Data listing:
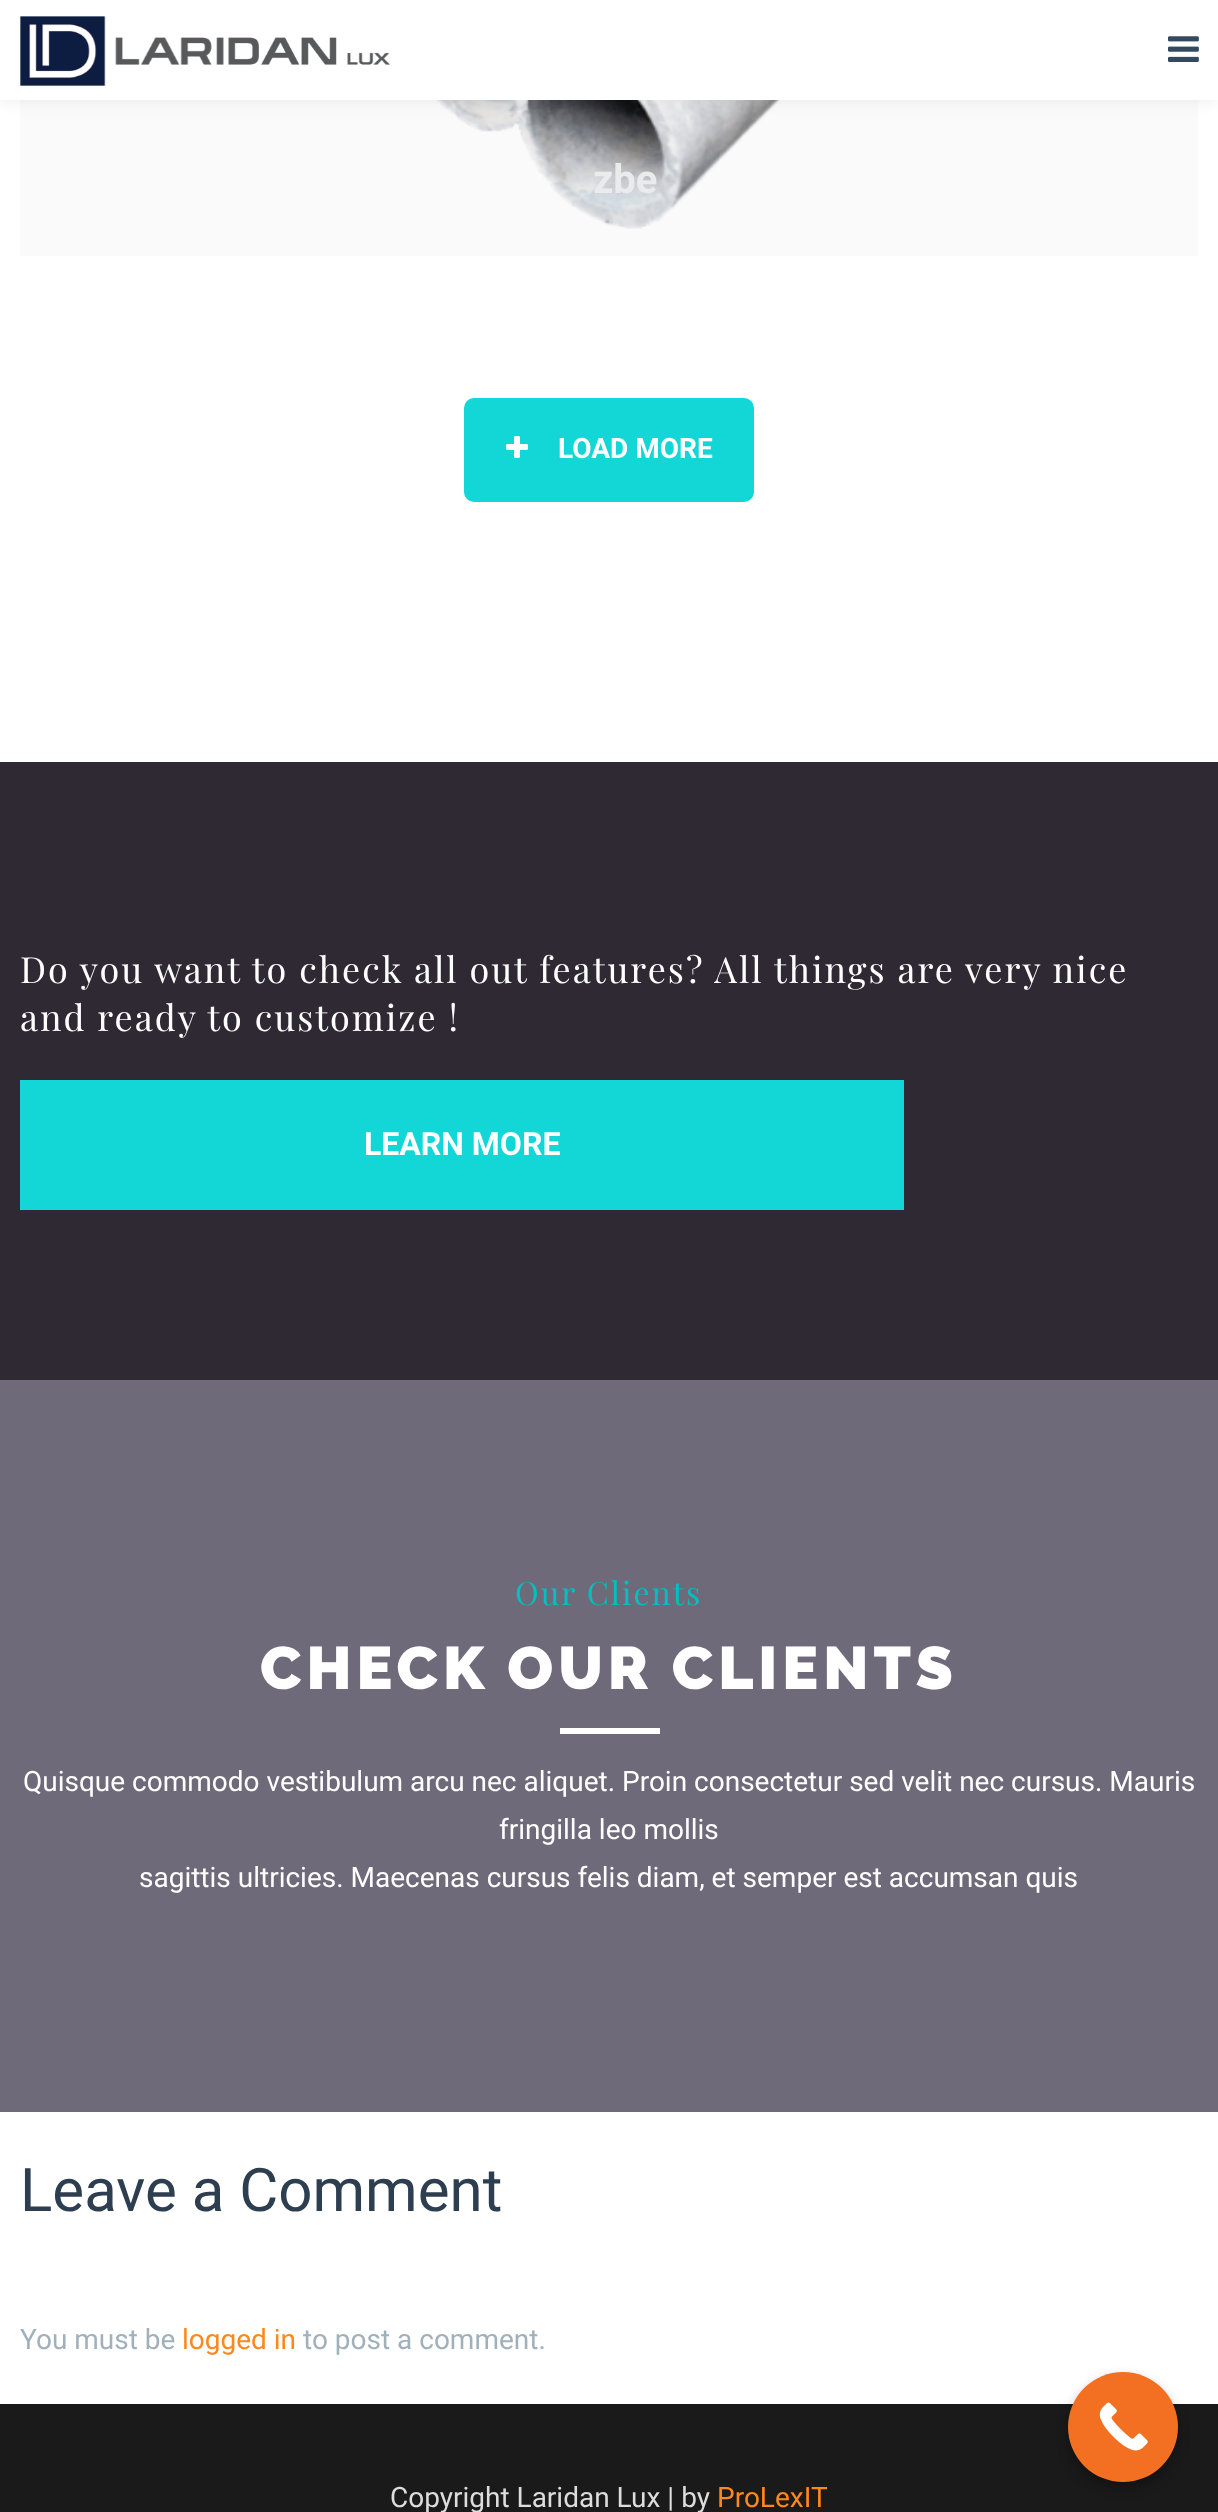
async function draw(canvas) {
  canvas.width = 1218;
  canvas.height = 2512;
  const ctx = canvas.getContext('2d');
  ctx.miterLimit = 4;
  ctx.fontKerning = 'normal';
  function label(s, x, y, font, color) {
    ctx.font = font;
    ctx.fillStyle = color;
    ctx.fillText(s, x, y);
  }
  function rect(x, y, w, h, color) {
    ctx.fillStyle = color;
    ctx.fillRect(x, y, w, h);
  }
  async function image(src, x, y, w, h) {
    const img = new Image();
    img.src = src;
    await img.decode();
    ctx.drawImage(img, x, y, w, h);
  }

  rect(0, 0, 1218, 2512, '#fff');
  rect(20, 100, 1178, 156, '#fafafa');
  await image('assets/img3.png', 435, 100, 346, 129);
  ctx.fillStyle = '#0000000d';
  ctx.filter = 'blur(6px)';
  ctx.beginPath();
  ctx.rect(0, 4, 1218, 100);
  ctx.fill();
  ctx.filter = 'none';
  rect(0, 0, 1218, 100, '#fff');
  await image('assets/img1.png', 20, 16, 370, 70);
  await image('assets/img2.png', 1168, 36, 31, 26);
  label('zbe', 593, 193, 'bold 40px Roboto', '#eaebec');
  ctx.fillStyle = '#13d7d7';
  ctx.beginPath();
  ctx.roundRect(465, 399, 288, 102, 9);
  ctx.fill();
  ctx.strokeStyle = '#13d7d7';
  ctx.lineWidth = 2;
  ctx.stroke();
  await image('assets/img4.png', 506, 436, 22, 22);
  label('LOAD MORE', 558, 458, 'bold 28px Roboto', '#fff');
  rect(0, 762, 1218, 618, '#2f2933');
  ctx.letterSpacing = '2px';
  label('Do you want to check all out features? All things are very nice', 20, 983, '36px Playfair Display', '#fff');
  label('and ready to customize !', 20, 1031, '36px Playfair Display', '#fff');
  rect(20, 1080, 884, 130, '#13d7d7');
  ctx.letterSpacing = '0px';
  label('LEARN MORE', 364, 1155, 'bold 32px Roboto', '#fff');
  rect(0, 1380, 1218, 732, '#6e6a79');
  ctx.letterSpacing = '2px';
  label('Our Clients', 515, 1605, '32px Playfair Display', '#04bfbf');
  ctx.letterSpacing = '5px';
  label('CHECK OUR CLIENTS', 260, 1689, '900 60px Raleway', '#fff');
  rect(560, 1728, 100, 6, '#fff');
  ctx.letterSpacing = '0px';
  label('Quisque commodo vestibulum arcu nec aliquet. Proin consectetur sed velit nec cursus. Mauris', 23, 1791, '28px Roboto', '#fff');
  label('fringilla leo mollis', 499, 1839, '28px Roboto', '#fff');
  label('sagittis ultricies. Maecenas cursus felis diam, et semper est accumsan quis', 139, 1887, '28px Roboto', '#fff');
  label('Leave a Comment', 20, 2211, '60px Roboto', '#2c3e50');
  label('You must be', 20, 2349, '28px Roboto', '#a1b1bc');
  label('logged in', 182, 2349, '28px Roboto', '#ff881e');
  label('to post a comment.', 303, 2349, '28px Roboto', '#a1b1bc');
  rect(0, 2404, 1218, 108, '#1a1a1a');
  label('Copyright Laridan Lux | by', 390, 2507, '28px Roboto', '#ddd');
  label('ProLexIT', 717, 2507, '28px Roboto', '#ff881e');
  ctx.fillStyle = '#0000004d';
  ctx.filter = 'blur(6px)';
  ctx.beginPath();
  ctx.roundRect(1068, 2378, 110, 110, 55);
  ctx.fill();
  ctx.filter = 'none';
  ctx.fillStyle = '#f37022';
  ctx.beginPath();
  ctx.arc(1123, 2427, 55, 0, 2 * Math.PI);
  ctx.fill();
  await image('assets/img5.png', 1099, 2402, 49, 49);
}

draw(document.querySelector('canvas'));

What this task involves:
Your reply should contain only an exact copy of the lines from the beginning of the material through the line with "function rect(x, y, w, h, color)", both ends included, with the pictures removed.

Result for this task:
async function draw(canvas) {
  canvas.width = 1218;
  canvas.height = 2512;
  const ctx = canvas.getContext('2d');
  ctx.miterLimit = 4;
  ctx.fontKerning = 'normal';
  function label(s, x, y, font, color) {
    ctx.font = font;
    ctx.fillStyle = color;
    ctx.fillText(s, x, y);
  }
  function rect(x, y, w, h, color) {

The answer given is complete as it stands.